▸ **ABOUT THIS TASK**: Print every line below exactly. Skip the pictures.
========================================================================
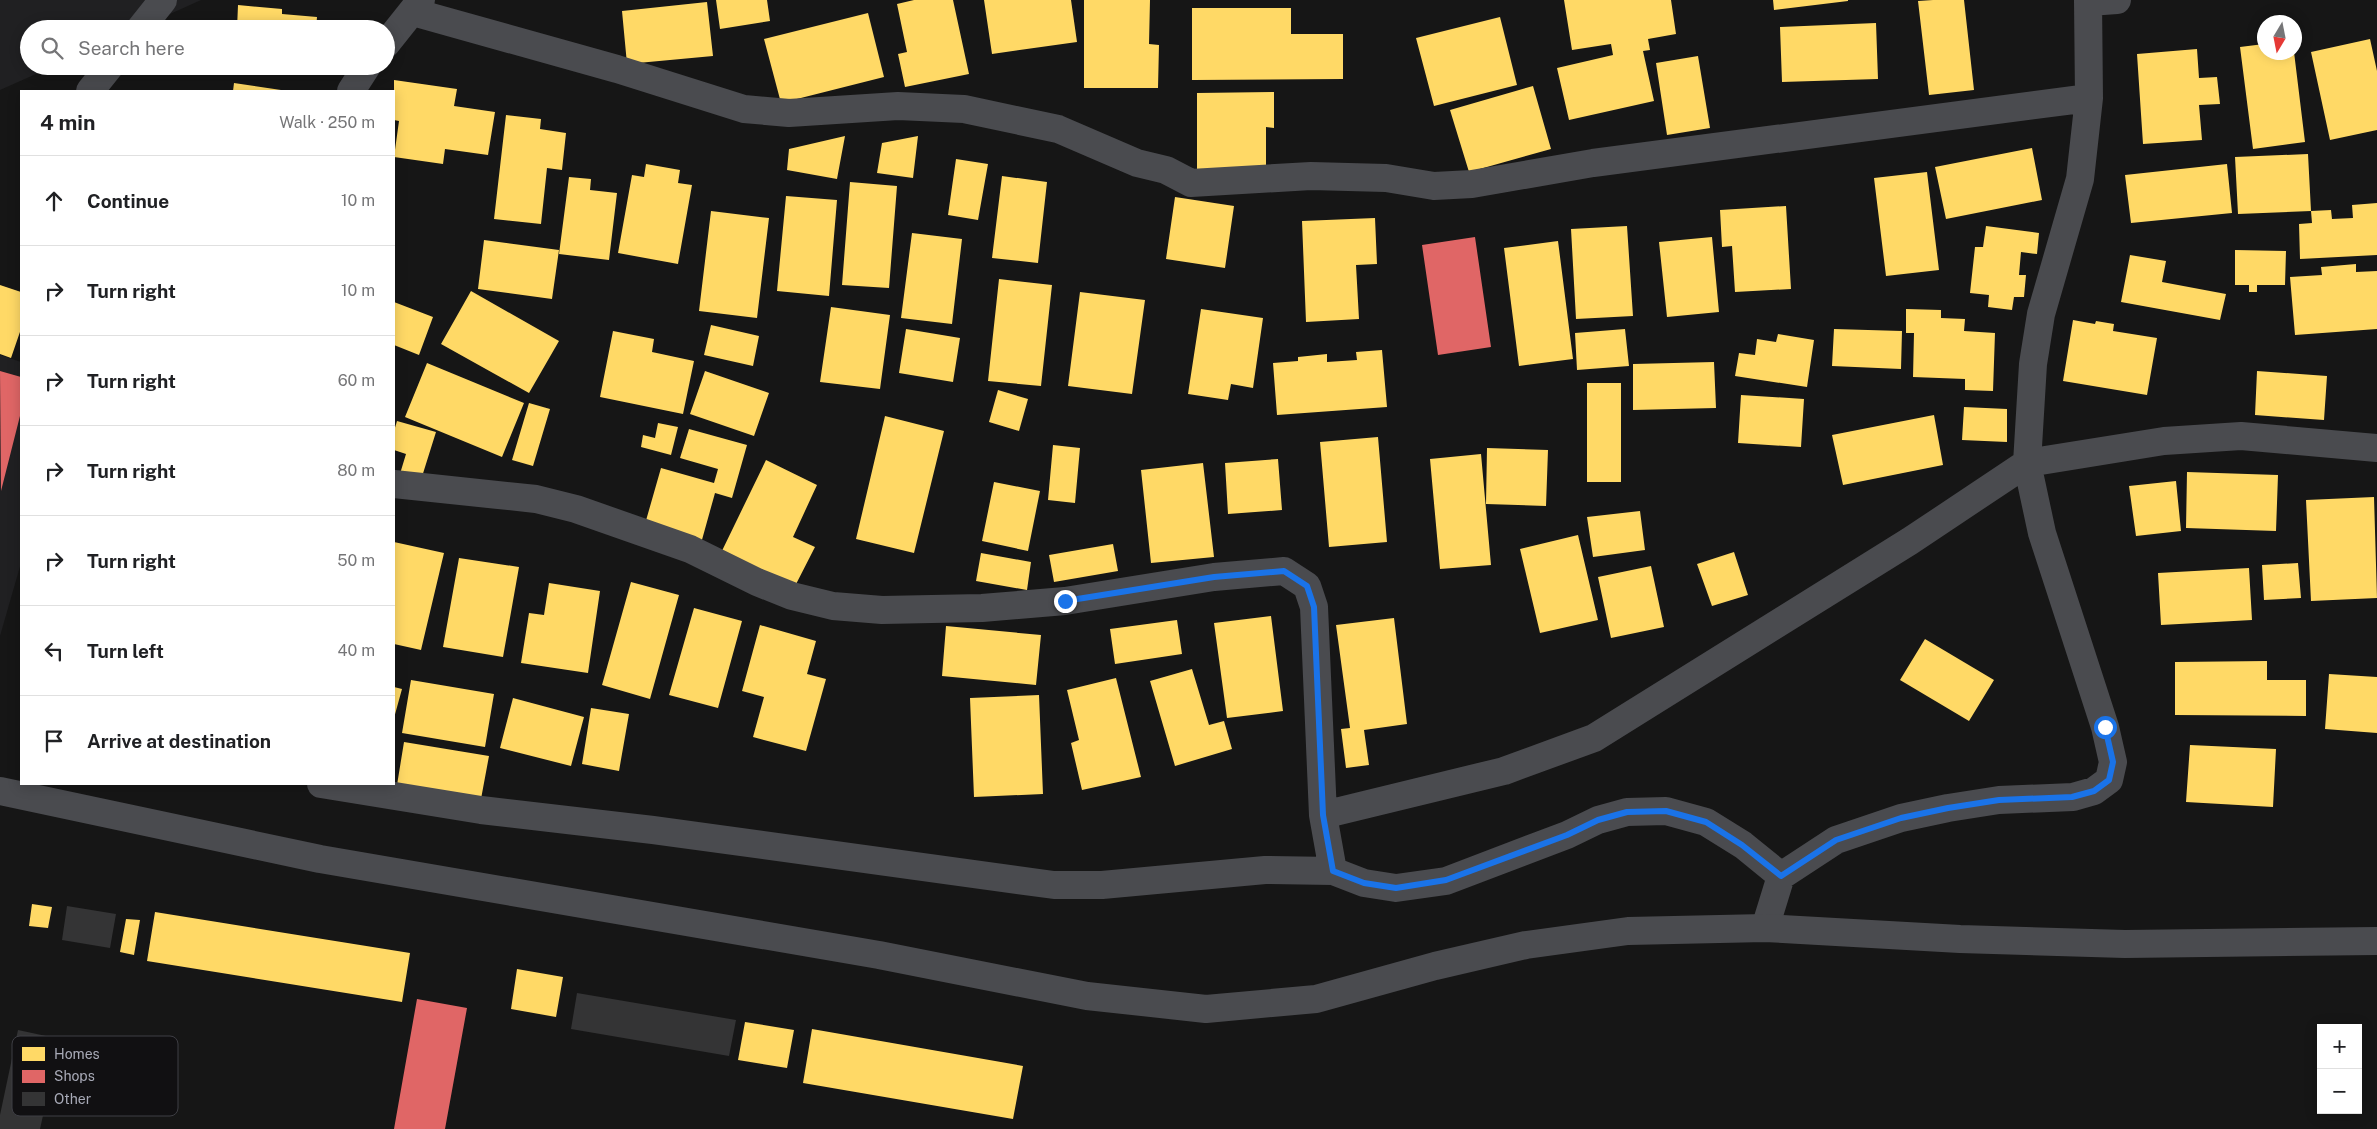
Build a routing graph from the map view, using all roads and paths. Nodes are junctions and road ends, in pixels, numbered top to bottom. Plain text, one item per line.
1 (163, 0) edge
2 (2117, 0) edge
3 (2088, 1) edge
4 (418, 6) edge
5 (147, 20) edge
6 (395, 33) edge
7 (103, 75) edge
8 (361, 75) edge
9 (91, 90) edge
10 (352, 90) edge
11 (2089, 98) junction
12 (2377, 448) edge
13 (2027, 463) junction
14 (395, 484) edge
15 (327, 785) edge
16 (12, 789) edge
17 (1323, 815) junction
18 (1333, 871) junction
19 (1781, 876) junction
20 (1765, 928) junction
21 (2377, 941) edge

1 - 5 street
2 - 3 street
3 - 11 street
4 - 6 street
4 - 11 street
7 - 9 street
8 - 10 street
11 - 13 street
12 - 13 street
13 - 17 street
13 - 19 street
14 - 17 street
15 - 18 street
16 - 20 street
17 - 18 street
18 - 19 street
19 - 20 street
20 - 21 street

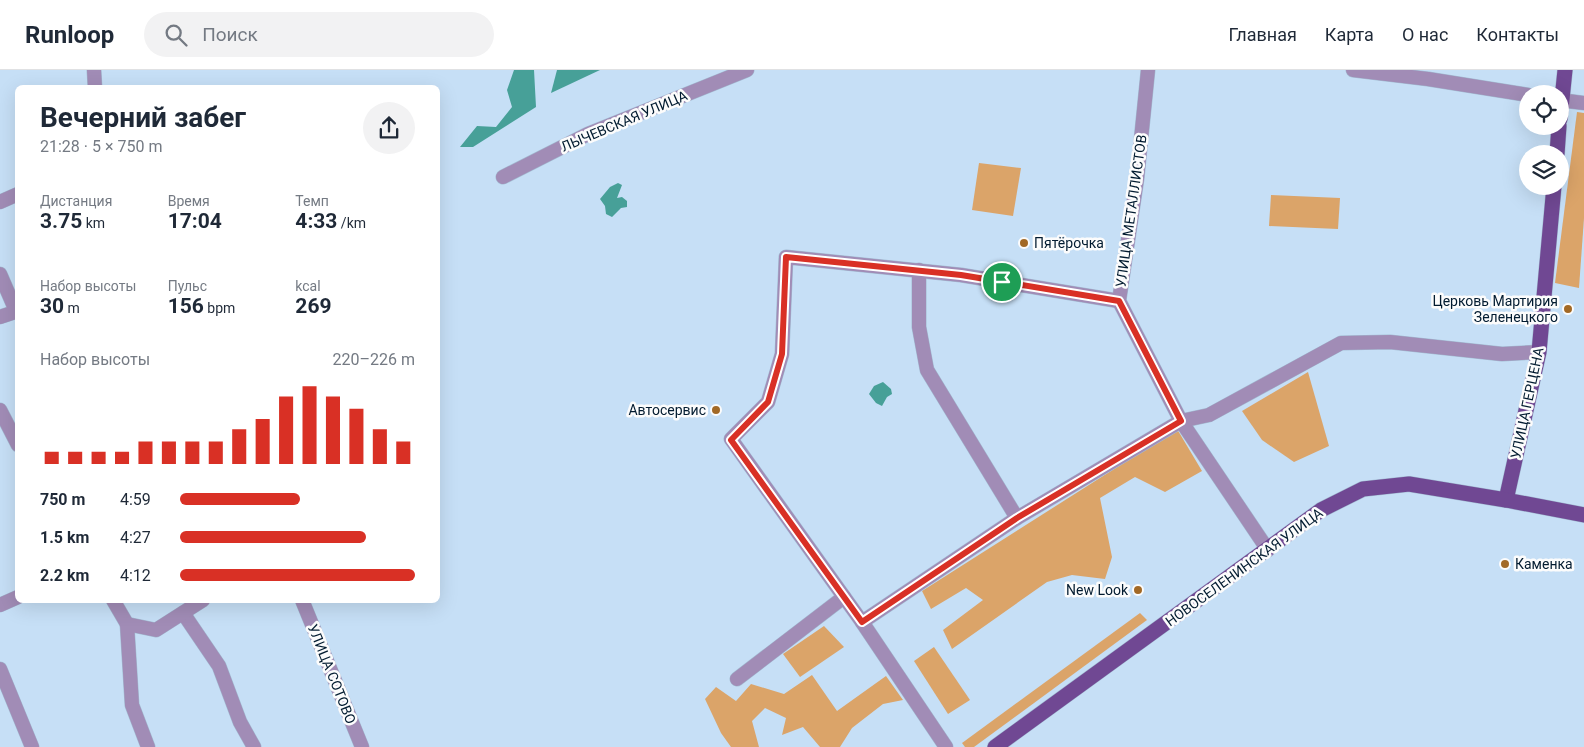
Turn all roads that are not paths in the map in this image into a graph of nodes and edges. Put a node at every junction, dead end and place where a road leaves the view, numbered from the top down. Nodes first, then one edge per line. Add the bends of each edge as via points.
1 (94, 70) edge
2 (747, 70) edge
3 (1148, 70) edge
4 (1353, 70) edge
5 (1565, 70) edge
6 (95, 85) edge
7 (1563, 85) edge
8 (1519, 94) edge
9 (1569, 101) edge
10 (1584, 103) edge
11 (503, 177) dead end
12 (15, 195) edge
13 (1553, 195) edge
14 (0, 202) edge
15 (919, 270) junction
16 (0, 274) edge
17 (1119, 301) junction
18 (15, 309) edge
19 (15, 311) edge
20 (0, 317) edge
21 (1539, 352) junction
22 (0, 410) edge
23 (1181, 421) junction
24 (15, 439) edge
25 (1506, 500) junction
26 (1584, 515) edge
27 (1017, 518) junction
28 (1268, 550) junction
29 (15, 598) edge
30 (844, 598) junction
31 (115, 603) edge
32 (198, 603) edge
33 (303, 603) edge
34 (0, 604) edge
35 (183, 613) junction
36 (862, 622) junction
37 (127, 624) junction
38 (0, 669) edge
39 (737, 679) dead end
40 (32, 747) edge
41 (148, 747) edge
42 (254, 747) edge
43 (362, 747) edge
44 (946, 747) edge
45 (995, 747) edge

1 - 6 street
2 - 11 street, ЛЫЧЕВСКАЯ УЛИЦА via 588,134
3 - 17 street, УЛИЦА МЕТАЛЛИСТОВ via 1137,179
4 - 8 street
5 - 7 main road
9 - 10 street
12 - 14 street
13 - 21 main road, УЛИЦА ГЕРЦЕНА
15 - 17 street
15 - 27 street via 919,327 927,370
15 - 30 street via 786,257 782,354 768,402 731,440
16 - 18 street
17 - 23 street, УЛИЦА МЕТАЛЛИСТОВ
19 - 20 street
21 - 23 street via 1502,354 1390,342 1342,344 1209,415
21 - 25 main road, УЛИЦА ГЕРЦЕНА
22 - 24 street
23 - 27 street
23 - 28 street, УЛИЦА МЕТАЛЛИСТОВ
25 - 26 main road, НОВОСЕЛЕНИНСКАЯ УЛИЦА
25 - 28 main road, НОВОСЕЛЕНИНСКАЯ УЛИЦА via 1409,484 1363,489 1321,510
27 - 36 street
28 - 45 main road, НОВОСЕЛЕНИНСКАЯ УЛИЦА
29 - 34 street
30 - 36 street
30 - 39 street
31 - 37 street
32 - 35 street
33 - 43 street, УЛИЦА СОТОВО
35 - 37 street via 156,630
35 - 42 street via 219,666 240,722
36 - 44 street
37 - 41 street via 132,705
38 - 40 street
========================================================================
▸ **SOLUTION FOR THIS EXERCISE**:
Build a routing graph from the map view, using all roads and paths. Nodes are junctions and road ends, in pixels, numbered top to bottom. Plain text, one item per line.
1 (163, 0) edge
2 (2117, 0) edge
3 (2088, 1) edge
4 (418, 6) edge
5 (147, 20) edge
6 (395, 33) edge
7 (103, 75) edge
8 (361, 75) edge
9 (91, 90) edge
10 (352, 90) edge
11 (2089, 98) junction
12 (2377, 448) edge
13 (2027, 463) junction
14 (395, 484) edge
15 (327, 785) edge
16 (12, 789) edge
17 (1323, 815) junction
18 (1333, 871) junction
19 (1781, 876) junction
20 (1765, 928) junction
21 (2377, 941) edge

1 - 5 street
2 - 3 street
3 - 11 street
4 - 6 street
4 - 11 street
7 - 9 street
8 - 10 street
11 - 13 street
12 - 13 street
13 - 17 street
13 - 19 street
14 - 17 street
15 - 18 street
16 - 20 street
17 - 18 street
18 - 19 street
19 - 20 street
20 - 21 street

Turn all roads that are not paths in the map in this image into a graph of nodes and edges. Put a node at every junction, dead end and place where a road leaves the view, numbered from the top down. Nodes first, then one edge per line. Add the bends of each edge as via points.
1 (94, 70) edge
2 (747, 70) edge
3 (1148, 70) edge
4 (1353, 70) edge
5 (1565, 70) edge
6 (95, 85) edge
7 (1563, 85) edge
8 (1519, 94) edge
9 (1569, 101) edge
10 (1584, 103) edge
11 (503, 177) dead end
12 (15, 195) edge
13 (1553, 195) edge
14 (0, 202) edge
15 (919, 270) junction
16 (0, 274) edge
17 (1119, 301) junction
18 (15, 309) edge
19 (15, 311) edge
20 (0, 317) edge
21 (1539, 352) junction
22 (0, 410) edge
23 (1181, 421) junction
24 (15, 439) edge
25 (1506, 500) junction
26 (1584, 515) edge
27 (1017, 518) junction
28 (1268, 550) junction
29 (15, 598) edge
30 (844, 598) junction
31 (115, 603) edge
32 (198, 603) edge
33 (303, 603) edge
34 (0, 604) edge
35 (183, 613) junction
36 (862, 622) junction
37 (127, 624) junction
38 (0, 669) edge
39 (737, 679) dead end
40 (32, 747) edge
41 (148, 747) edge
42 (254, 747) edge
43 (362, 747) edge
44 (946, 747) edge
45 (995, 747) edge

1 - 6 street
2 - 11 street, ЛЫЧЕВСКАЯ УЛИЦА via 588,134
3 - 17 street, УЛИЦА МЕТАЛЛИСТОВ via 1137,179
4 - 8 street
5 - 7 main road
9 - 10 street
12 - 14 street
13 - 21 main road, УЛИЦА ГЕРЦЕНА
15 - 17 street
15 - 27 street via 919,327 927,370
15 - 30 street via 786,257 782,354 768,402 731,440
16 - 18 street
17 - 23 street, УЛИЦА МЕТАЛЛИСТОВ
19 - 20 street
21 - 23 street via 1502,354 1390,342 1342,344 1209,415
21 - 25 main road, УЛИЦА ГЕРЦЕНА
22 - 24 street
23 - 27 street
23 - 28 street, УЛИЦА МЕТАЛЛИСТОВ
25 - 26 main road, НОВОСЕЛЕНИНСКАЯ УЛИЦА
25 - 28 main road, НОВОСЕЛЕНИНСКАЯ УЛИЦА via 1409,484 1363,489 1321,510
27 - 36 street
28 - 45 main road, НОВОСЕЛЕНИНСКАЯ УЛИЦА
29 - 34 street
30 - 36 street
30 - 39 street
31 - 37 street
32 - 35 street
33 - 43 street, УЛИЦА СОТОВО
35 - 37 street via 156,630
35 - 42 street via 219,666 240,722
36 - 44 street
37 - 41 street via 132,705
38 - 40 street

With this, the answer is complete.